Experimental study of the boron and air effects on iodine transport in the primary circuit during a severe nuclear accident

In case of a severe accident in a nuclear reactor, radioactive iodine may be released into the environment, impacting significantly on the source term. Determination of the amount released, and of the physical state of iodine (gaseous or solid aerosol form), is thus a major issue, regarding the improvement of the accident management and mitigation measures An experimental study has been launched at VTT to investigate the behaviour of iodine containing deposits on primary circuit surfaces during a severe nuclear accident.

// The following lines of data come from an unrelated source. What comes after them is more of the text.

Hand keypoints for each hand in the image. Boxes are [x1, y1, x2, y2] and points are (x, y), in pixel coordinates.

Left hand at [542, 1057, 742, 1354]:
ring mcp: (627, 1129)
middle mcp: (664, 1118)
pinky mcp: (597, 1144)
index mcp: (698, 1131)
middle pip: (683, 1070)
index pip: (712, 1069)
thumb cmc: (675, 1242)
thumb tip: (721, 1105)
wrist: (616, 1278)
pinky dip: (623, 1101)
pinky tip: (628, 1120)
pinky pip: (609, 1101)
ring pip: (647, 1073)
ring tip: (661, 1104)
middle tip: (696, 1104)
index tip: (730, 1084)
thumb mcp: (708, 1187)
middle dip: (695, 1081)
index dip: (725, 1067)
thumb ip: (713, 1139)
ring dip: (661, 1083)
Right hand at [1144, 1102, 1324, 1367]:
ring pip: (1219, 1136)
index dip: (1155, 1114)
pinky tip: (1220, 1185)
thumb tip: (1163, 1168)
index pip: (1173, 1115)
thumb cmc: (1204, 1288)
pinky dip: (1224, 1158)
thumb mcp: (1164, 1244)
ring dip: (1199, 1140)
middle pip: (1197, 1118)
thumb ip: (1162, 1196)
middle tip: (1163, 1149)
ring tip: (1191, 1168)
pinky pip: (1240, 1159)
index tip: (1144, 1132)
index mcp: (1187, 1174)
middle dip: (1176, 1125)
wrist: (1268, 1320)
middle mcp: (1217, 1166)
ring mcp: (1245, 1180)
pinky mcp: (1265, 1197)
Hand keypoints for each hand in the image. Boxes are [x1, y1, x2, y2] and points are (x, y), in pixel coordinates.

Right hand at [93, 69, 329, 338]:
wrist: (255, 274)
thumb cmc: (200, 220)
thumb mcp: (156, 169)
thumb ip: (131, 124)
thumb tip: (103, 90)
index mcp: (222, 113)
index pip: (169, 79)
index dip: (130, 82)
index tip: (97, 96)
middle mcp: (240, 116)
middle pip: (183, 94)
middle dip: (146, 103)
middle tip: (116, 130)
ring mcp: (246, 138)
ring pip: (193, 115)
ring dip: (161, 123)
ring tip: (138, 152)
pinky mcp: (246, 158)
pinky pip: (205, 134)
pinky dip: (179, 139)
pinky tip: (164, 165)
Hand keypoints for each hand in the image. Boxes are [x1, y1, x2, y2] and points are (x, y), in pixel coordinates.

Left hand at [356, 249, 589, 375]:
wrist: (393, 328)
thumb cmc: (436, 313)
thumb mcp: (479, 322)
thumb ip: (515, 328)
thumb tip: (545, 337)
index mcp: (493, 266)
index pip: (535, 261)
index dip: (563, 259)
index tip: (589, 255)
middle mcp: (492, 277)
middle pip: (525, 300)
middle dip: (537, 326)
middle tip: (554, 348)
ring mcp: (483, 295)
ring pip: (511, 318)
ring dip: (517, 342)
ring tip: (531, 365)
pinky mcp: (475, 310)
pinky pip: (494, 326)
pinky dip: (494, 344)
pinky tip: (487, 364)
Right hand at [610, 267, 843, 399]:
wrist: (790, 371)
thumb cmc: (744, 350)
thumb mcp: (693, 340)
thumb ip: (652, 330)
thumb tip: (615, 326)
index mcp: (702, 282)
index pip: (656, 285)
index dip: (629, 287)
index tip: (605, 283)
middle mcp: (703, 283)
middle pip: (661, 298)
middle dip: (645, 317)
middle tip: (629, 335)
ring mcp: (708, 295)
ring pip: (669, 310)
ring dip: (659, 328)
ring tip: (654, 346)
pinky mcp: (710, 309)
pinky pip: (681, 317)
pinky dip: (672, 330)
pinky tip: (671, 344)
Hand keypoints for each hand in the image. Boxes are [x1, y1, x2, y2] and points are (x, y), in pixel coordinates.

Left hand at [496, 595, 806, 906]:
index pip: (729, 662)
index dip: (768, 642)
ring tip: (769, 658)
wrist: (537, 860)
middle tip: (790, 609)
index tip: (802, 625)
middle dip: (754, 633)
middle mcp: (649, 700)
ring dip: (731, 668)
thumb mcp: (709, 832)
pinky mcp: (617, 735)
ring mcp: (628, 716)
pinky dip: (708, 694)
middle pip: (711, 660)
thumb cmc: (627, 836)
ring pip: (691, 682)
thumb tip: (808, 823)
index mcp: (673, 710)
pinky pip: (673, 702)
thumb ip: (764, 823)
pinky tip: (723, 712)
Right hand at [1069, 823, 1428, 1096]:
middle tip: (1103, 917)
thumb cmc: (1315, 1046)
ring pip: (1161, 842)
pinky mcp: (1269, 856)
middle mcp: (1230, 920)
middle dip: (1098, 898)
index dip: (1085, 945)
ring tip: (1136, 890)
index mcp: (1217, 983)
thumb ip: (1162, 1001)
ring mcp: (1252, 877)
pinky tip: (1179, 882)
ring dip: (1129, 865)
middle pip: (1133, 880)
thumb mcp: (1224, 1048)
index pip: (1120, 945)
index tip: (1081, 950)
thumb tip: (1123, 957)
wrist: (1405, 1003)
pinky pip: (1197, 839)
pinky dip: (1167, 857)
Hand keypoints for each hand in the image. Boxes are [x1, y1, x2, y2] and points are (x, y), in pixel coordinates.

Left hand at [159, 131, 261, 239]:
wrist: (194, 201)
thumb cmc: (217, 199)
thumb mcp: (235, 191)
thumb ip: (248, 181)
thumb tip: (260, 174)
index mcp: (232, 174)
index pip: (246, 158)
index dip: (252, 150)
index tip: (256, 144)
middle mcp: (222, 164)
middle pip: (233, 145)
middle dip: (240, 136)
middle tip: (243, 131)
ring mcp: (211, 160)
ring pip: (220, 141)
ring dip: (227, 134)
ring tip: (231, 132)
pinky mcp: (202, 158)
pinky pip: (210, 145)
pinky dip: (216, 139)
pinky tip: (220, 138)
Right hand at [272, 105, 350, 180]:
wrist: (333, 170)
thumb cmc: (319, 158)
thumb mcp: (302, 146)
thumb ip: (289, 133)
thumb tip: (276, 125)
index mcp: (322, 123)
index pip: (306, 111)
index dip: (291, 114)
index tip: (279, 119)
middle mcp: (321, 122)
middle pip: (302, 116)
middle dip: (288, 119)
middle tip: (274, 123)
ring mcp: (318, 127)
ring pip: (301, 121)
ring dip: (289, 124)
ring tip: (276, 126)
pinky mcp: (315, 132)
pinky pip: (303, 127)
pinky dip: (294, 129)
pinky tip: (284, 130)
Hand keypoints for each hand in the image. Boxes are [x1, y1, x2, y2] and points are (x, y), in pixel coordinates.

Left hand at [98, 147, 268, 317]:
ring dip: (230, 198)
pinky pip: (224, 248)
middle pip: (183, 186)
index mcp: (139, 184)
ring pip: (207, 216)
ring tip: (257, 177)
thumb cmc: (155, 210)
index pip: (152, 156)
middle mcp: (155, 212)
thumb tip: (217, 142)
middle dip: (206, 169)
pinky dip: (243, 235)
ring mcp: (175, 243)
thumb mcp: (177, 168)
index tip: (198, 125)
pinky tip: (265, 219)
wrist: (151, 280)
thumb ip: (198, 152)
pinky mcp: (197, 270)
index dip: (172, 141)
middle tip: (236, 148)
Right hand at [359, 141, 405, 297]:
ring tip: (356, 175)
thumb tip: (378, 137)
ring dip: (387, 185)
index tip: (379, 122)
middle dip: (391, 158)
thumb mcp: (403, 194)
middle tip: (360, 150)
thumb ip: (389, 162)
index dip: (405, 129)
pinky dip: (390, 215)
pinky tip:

Caesium iodide was used as a precursor material in order to study the effects of carrier gas composition (varying H₂/H₂O molar ratio) on the release of gaseous iodine from the precursor. A special interest was on the behaviour under presence of air, and the effect of CsI mixed with boron and/or caesium hydroxide was also examined At first, the influence of boron on the caesium iodide behaviour at 650°C under three atmospheres: Ar/H₂O, Ar/H₂O/H₂ and Ar/Air was investigated. The experiments showed that the transport of gaseous iodine is enhanced by the presence of boron, because of the formation of a glassy caesium borate compound in the crucible, suggesting that a reaction between condensed caesium iodide and boron is possible on the surface of primary circuit in these conditions. The amount of steam present in the carrier gas, more than air, seems to have an influence on the caesium borate formation Secondly, experiments were performed with a precursor mixture of CsI, CsOH and B₂O₃. The aim was to have an initial Cs/I molar ratio higher than one, which is more representative to the conditions in case of the severe nuclear accident. Preliminary results have shown that the amount of gaseous iodine is higher than the iodine containing particles. Presence of boron still tends to favour the formation of gaseous iodine.